Check each line of the entries below for the word "graph", and copy the lines that have it.

### Entries shown

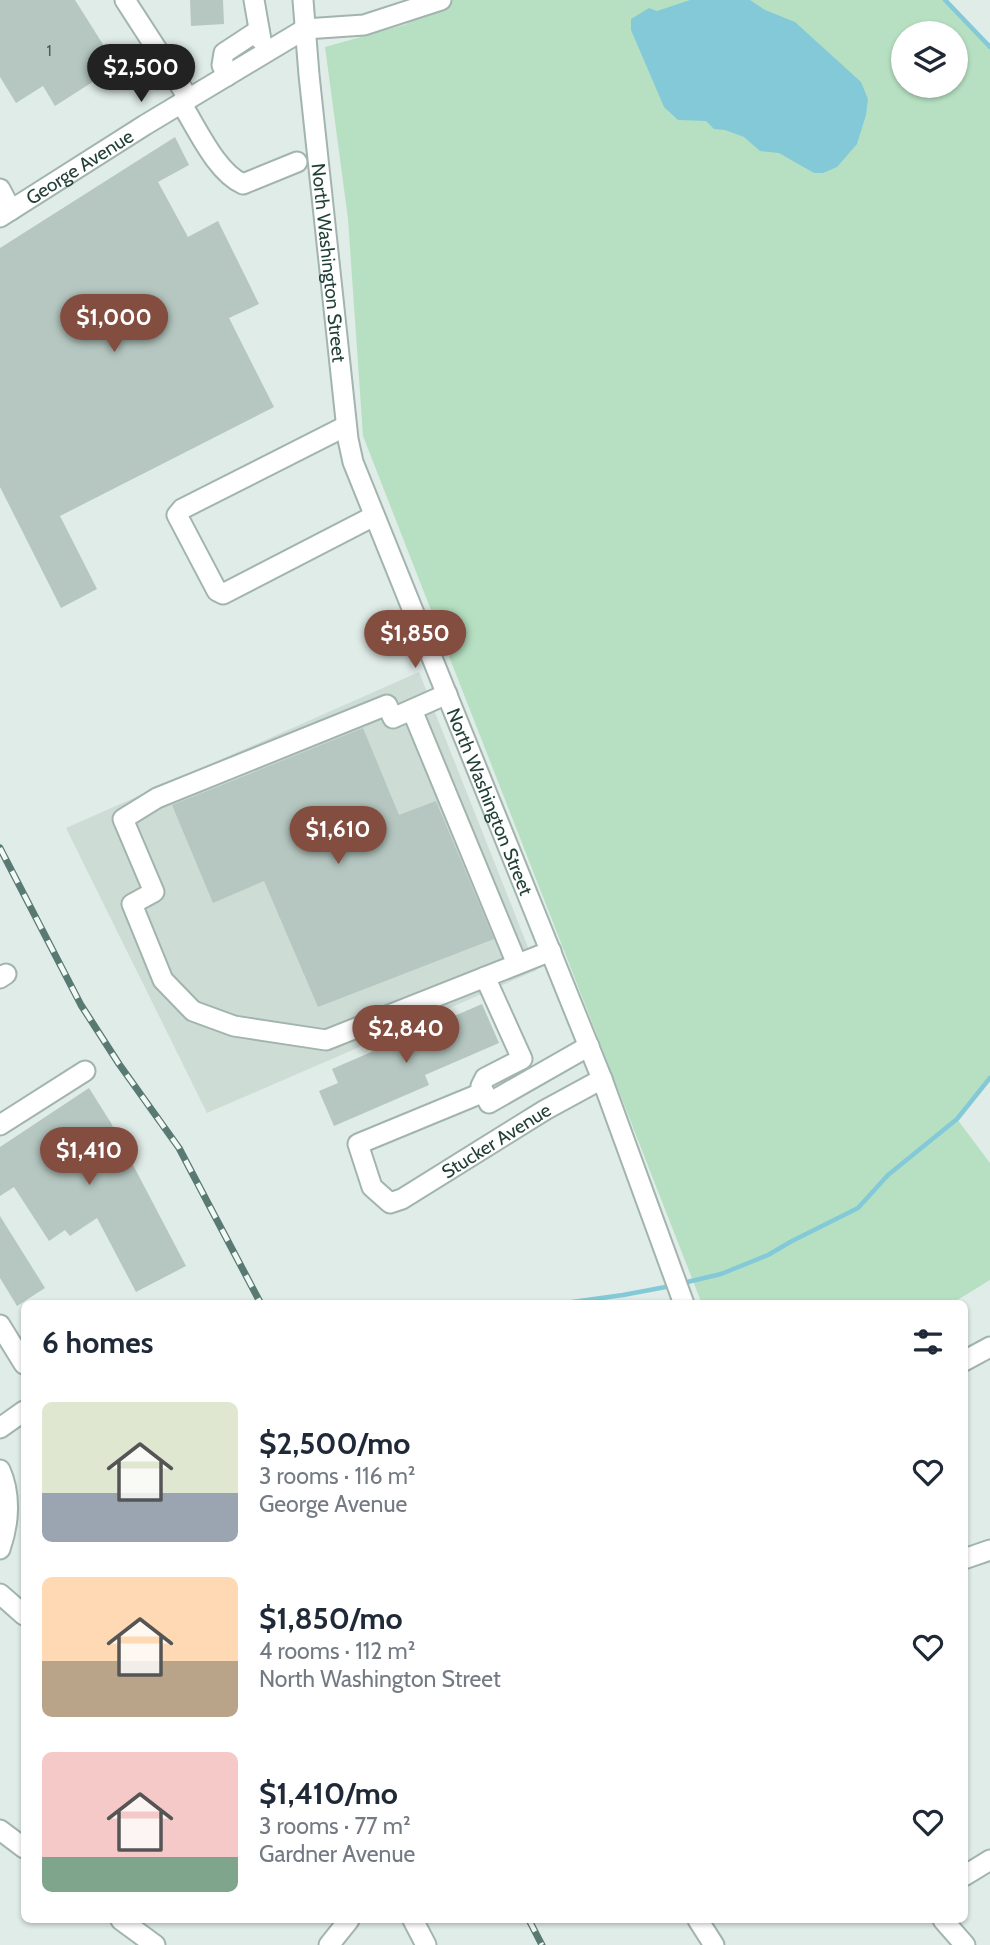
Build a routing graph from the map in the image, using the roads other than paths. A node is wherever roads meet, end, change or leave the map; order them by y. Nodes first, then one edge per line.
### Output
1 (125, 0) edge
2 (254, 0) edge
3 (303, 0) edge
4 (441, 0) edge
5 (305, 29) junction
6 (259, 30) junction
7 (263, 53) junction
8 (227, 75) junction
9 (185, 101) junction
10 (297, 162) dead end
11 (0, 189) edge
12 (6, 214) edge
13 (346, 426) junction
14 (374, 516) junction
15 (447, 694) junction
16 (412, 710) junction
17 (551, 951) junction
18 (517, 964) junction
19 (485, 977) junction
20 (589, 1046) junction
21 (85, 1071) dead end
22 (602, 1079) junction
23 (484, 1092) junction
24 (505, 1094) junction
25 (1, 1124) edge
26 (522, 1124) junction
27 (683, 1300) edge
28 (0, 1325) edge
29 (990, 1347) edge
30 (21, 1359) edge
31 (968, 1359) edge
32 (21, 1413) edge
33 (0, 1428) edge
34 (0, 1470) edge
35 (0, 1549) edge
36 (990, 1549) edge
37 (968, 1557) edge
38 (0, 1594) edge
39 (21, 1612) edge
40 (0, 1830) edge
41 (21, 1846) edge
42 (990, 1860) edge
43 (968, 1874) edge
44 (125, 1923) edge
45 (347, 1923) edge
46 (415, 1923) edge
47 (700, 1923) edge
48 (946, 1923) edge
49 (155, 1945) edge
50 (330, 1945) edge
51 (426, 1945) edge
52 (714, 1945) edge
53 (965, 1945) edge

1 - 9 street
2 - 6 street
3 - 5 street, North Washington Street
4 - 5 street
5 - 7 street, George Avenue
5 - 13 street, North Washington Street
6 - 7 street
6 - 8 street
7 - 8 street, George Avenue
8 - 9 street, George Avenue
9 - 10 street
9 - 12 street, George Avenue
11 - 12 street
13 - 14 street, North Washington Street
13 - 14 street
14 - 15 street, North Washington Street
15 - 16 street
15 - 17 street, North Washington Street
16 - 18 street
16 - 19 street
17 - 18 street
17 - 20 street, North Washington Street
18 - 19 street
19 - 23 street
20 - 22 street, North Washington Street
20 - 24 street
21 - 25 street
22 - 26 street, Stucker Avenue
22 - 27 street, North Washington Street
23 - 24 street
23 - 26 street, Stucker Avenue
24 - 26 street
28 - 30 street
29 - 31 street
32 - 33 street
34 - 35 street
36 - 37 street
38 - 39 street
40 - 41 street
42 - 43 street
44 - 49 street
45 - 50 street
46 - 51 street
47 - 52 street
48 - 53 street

######
### Entries shown

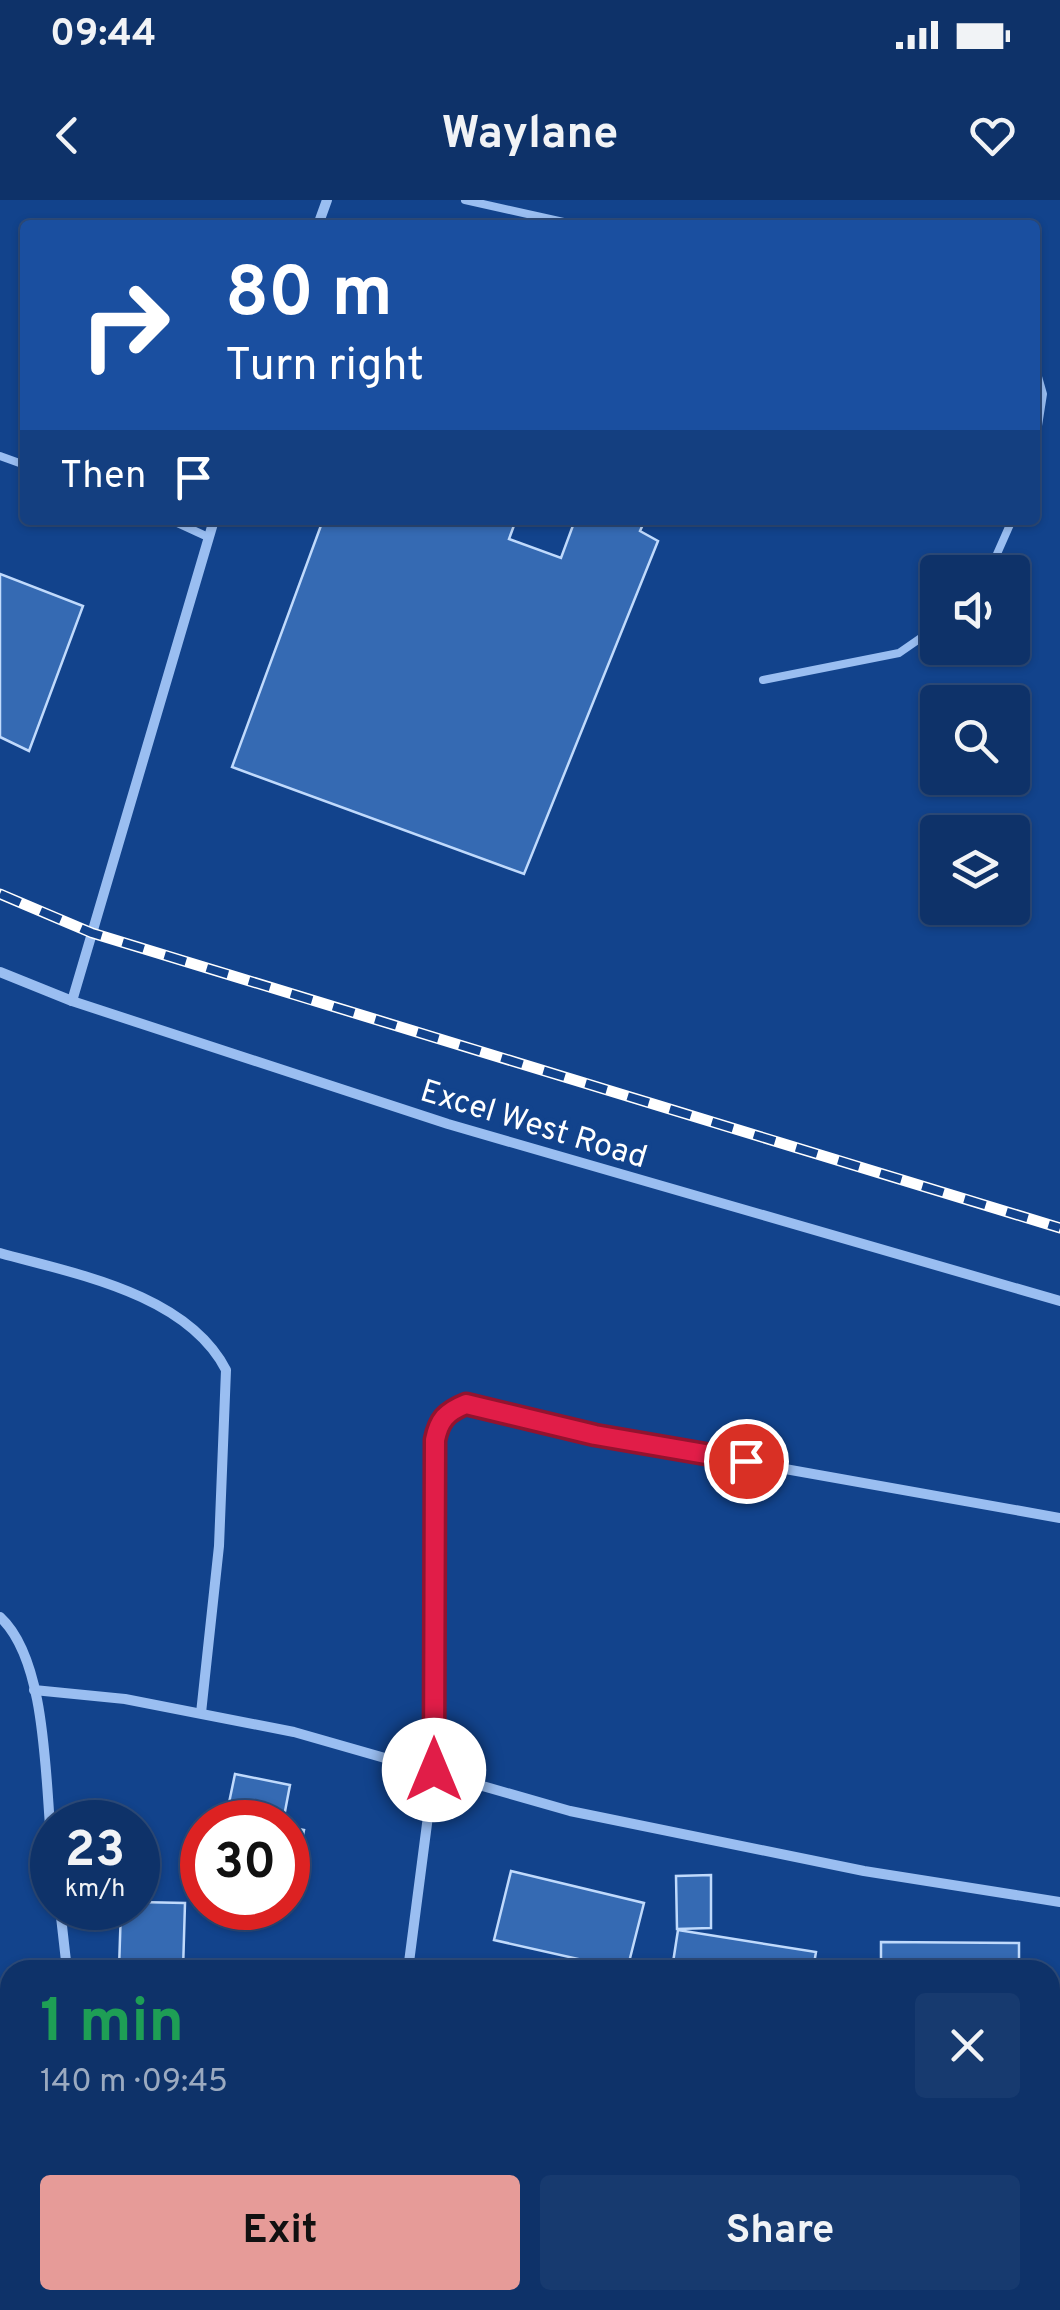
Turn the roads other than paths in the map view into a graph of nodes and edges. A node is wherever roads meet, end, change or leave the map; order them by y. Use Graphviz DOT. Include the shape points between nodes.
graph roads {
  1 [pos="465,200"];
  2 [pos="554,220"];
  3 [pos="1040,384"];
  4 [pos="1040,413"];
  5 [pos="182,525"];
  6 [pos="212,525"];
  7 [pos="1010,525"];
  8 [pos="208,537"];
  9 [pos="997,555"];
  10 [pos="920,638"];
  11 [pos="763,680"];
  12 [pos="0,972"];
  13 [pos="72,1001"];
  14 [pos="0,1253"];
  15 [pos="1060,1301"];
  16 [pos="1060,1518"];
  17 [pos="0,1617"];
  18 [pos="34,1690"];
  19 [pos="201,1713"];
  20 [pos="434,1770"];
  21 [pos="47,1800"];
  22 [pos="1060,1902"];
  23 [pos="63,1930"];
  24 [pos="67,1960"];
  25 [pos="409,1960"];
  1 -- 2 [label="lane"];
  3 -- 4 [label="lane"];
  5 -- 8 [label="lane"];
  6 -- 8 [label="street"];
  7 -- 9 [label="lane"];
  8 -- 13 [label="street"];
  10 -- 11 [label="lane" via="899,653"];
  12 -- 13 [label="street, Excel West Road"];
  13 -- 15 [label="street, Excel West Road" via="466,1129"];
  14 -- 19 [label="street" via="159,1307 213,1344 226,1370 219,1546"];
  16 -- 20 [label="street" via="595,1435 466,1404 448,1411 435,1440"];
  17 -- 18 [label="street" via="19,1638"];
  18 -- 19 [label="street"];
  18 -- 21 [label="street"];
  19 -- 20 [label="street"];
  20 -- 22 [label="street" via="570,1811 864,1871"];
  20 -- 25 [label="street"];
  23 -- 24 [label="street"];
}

######

> _Answer to the exercise_
Build a routing graph from the map in the image, using the roads other than paths. A node is wherever roads meet, end, change or leave the map; order them by y. Nodes first, then one edge per line.
Turn the roads other than paths in the map view into a graph of nodes and edges. A node is wherever roads meet, end, change or leave the map; order them by y. Use Graphviz DOT. Include the shape points between nodes.
graph roads {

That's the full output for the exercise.